● Material supplied:

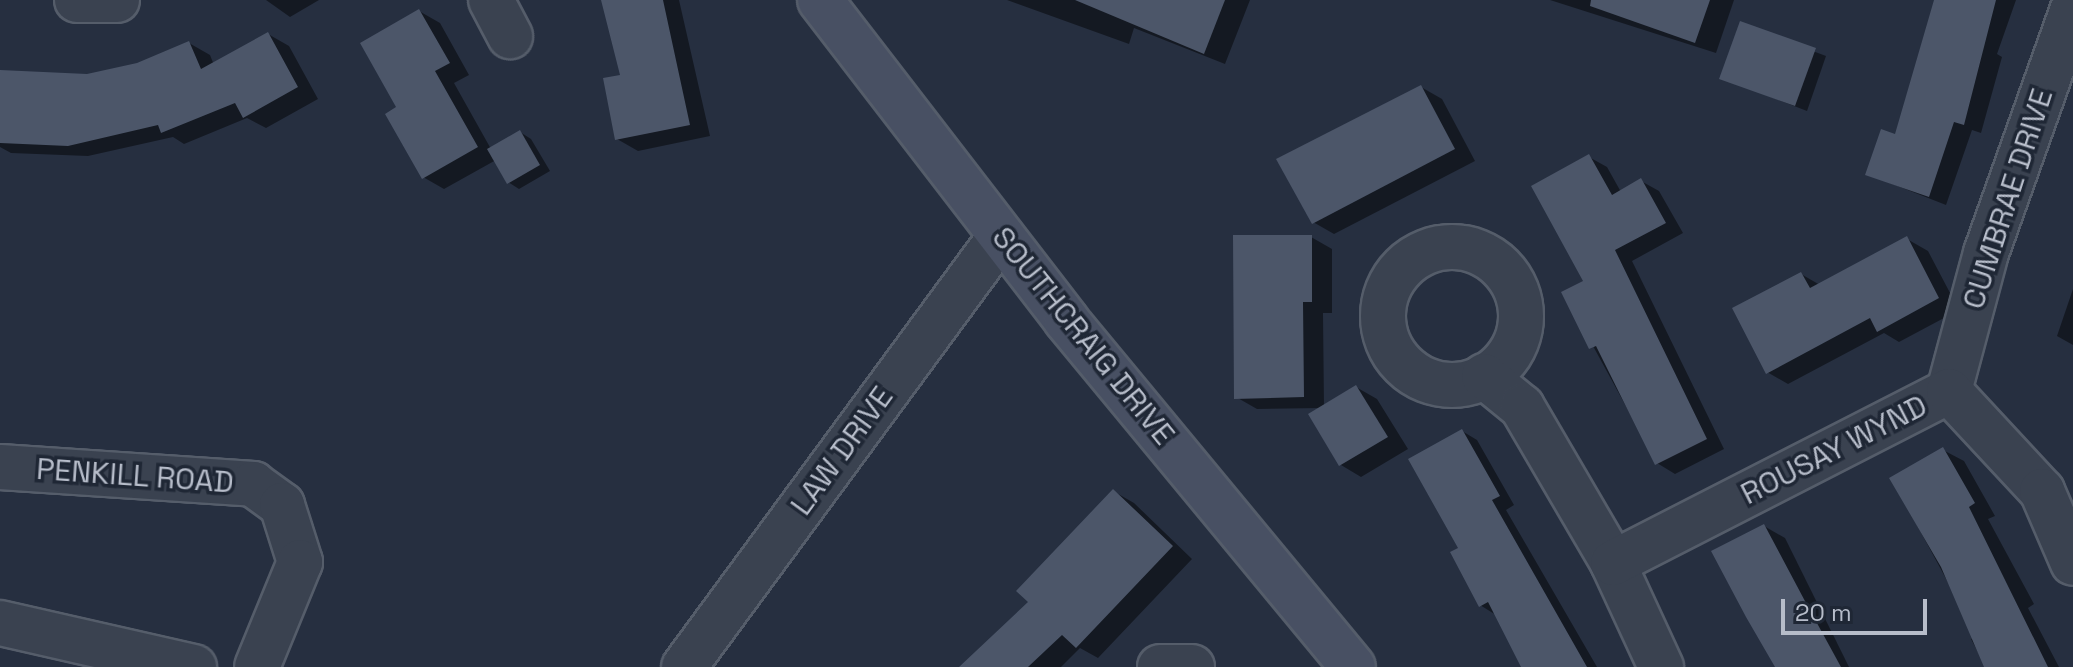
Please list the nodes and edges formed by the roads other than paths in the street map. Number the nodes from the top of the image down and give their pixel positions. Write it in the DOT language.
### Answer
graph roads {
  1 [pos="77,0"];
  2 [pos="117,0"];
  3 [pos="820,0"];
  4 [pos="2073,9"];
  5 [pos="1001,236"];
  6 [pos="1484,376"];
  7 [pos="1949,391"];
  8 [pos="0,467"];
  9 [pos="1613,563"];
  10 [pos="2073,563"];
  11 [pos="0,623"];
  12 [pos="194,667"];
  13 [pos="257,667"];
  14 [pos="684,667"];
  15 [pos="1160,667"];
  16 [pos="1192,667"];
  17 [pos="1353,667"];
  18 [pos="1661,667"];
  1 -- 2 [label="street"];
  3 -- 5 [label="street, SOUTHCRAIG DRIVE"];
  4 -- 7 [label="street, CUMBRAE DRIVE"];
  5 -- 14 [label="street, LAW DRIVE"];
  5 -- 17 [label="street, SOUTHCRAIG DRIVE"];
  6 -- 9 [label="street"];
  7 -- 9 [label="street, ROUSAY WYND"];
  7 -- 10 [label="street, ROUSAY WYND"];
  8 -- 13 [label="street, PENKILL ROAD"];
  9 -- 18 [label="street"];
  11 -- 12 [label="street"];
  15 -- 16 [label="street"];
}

● Assigned task:
All the lines above are to be given again exactly as they read, with the pictures removed.

● Answer box:
Please list the nodes and edges formed by the roads other than paths in the street map. Number the nodes from the top of the image down and give their pixel positions. Write it in the DOT language.
### Answer
graph roads {
  1 [pos="77,0"];
  2 [pos="117,0"];
  3 [pos="820,0"];
  4 [pos="2073,9"];
  5 [pos="1001,236"];
  6 [pos="1484,376"];
  7 [pos="1949,391"];
  8 [pos="0,467"];
  9 [pos="1613,563"];
  10 [pos="2073,563"];
  11 [pos="0,623"];
  12 [pos="194,667"];
  13 [pos="257,667"];
  14 [pos="684,667"];
  15 [pos="1160,667"];
  16 [pos="1192,667"];
  17 [pos="1353,667"];
  18 [pos="1661,667"];
  1 -- 2 [label="street"];
  3 -- 5 [label="street, SOUTHCRAIG DRIVE"];
  4 -- 7 [label="street, CUMBRAE DRIVE"];
  5 -- 14 [label="street, LAW DRIVE"];
  5 -- 17 [label="street, SOUTHCRAIG DRIVE"];
  6 -- 9 [label="street"];
  7 -- 9 [label="street, ROUSAY WYND"];
  7 -- 10 [label="street, ROUSAY WYND"];
  8 -- 13 [label="street, PENKILL ROAD"];
  9 -- 18 [label="street"];
  11 -- 12 [label="street"];
  15 -- 16 [label="street"];
}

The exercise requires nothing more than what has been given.